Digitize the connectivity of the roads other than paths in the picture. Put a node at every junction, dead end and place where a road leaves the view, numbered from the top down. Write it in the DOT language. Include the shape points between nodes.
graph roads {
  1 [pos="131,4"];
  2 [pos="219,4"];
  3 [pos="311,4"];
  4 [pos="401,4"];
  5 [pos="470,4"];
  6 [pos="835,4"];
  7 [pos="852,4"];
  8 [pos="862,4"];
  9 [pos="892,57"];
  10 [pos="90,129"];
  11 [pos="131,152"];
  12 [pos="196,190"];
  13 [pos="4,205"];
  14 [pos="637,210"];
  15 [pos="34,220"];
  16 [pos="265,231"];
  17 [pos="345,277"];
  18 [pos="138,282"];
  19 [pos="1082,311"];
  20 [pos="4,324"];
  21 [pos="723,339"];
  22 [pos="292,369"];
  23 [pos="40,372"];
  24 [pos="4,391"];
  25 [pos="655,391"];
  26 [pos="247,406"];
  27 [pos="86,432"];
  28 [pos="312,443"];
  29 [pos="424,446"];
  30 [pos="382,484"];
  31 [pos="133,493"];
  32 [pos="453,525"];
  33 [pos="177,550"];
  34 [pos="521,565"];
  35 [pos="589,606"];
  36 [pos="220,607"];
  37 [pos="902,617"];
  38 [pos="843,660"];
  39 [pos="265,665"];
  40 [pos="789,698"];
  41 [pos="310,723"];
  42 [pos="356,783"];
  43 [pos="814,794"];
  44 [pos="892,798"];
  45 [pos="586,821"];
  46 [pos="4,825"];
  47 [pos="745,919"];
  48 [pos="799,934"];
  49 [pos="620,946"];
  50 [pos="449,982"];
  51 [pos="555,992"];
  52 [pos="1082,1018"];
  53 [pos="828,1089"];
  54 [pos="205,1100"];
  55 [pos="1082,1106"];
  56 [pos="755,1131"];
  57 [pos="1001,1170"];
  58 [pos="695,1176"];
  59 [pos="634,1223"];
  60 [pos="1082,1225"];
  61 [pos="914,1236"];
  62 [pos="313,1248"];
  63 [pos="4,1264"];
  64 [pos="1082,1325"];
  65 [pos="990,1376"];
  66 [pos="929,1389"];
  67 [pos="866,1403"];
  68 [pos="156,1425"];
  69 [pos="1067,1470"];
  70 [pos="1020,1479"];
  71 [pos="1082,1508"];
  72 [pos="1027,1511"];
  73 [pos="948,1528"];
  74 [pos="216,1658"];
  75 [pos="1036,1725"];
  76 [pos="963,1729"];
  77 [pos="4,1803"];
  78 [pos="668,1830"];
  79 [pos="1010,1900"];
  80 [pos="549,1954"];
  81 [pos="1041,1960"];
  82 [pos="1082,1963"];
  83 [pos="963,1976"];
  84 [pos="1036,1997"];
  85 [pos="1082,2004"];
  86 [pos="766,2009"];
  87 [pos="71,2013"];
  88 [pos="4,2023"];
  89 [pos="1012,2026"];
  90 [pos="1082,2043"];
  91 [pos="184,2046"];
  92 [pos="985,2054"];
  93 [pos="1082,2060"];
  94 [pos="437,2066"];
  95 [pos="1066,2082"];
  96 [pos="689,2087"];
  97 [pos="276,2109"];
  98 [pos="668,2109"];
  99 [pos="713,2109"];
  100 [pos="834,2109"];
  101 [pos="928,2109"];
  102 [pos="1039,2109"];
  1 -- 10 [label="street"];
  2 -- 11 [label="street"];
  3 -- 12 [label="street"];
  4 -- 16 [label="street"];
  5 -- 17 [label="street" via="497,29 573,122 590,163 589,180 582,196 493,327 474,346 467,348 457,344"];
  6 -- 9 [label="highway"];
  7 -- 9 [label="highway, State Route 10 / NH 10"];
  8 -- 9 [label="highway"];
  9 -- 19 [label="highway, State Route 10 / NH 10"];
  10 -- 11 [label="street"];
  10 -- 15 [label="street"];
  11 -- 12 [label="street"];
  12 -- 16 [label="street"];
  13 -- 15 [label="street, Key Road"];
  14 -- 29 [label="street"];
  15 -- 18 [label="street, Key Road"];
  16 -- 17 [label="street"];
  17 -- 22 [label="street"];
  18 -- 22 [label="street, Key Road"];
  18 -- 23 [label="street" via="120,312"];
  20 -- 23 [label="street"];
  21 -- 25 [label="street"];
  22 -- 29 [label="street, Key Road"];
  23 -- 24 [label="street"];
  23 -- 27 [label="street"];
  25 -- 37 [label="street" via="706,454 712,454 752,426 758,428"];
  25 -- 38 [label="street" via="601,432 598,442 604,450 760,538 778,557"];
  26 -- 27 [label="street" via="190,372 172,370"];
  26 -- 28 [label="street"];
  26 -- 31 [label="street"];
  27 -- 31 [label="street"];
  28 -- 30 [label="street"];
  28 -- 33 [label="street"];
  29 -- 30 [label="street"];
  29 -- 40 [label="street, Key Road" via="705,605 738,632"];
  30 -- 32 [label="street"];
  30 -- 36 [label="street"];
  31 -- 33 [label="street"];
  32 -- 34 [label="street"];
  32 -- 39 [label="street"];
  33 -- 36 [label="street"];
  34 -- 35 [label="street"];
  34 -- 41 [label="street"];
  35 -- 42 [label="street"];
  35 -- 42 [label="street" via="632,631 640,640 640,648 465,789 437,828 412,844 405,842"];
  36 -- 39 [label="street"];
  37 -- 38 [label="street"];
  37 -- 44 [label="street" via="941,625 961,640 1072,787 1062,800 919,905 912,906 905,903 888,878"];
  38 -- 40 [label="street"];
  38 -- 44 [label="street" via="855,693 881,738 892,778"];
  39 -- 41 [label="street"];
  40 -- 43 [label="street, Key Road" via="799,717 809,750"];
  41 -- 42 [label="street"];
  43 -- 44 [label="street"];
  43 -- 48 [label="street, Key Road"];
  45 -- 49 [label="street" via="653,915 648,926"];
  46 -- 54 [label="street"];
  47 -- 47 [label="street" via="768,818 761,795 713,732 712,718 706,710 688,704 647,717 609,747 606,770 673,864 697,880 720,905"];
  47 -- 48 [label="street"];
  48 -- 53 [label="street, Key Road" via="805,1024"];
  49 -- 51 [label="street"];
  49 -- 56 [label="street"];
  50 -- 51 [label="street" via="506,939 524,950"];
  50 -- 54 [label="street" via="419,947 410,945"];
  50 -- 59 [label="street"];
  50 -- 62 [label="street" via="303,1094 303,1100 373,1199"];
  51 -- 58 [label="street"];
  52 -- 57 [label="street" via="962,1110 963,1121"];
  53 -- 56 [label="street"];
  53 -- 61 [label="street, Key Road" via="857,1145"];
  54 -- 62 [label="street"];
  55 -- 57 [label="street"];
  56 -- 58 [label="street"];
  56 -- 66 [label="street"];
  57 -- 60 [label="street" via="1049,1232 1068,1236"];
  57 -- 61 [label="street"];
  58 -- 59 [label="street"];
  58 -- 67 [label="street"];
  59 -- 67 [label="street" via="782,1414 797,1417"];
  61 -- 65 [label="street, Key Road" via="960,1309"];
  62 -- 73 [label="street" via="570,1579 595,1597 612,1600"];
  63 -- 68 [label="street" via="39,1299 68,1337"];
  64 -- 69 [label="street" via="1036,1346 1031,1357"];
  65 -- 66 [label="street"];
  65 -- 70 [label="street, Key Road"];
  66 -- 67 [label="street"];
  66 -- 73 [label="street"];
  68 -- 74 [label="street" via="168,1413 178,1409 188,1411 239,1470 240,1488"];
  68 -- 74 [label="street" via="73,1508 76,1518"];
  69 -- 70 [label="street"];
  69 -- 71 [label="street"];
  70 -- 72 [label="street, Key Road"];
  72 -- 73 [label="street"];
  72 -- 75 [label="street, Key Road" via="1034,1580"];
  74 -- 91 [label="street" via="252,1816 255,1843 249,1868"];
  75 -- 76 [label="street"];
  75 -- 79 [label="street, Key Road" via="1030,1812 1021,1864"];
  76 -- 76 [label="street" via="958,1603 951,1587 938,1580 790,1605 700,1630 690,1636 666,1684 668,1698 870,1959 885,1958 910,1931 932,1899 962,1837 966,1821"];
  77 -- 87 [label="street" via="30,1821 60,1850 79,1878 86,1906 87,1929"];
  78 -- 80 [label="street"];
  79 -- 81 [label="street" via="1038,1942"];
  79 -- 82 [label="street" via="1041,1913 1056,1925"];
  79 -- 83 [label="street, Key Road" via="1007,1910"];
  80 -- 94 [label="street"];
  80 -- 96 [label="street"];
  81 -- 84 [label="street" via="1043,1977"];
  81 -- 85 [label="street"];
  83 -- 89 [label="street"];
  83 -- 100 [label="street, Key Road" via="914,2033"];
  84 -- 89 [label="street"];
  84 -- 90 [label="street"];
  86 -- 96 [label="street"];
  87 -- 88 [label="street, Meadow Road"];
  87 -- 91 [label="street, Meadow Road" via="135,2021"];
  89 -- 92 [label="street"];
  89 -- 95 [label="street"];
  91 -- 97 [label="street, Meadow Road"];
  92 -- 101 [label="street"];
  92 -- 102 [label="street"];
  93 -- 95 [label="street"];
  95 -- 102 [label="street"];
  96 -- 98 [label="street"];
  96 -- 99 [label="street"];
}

◆ Instructions to follow
Determine the number of lines in the records that contain the word "Route", and provide that number alone.

◆ Result of this task
2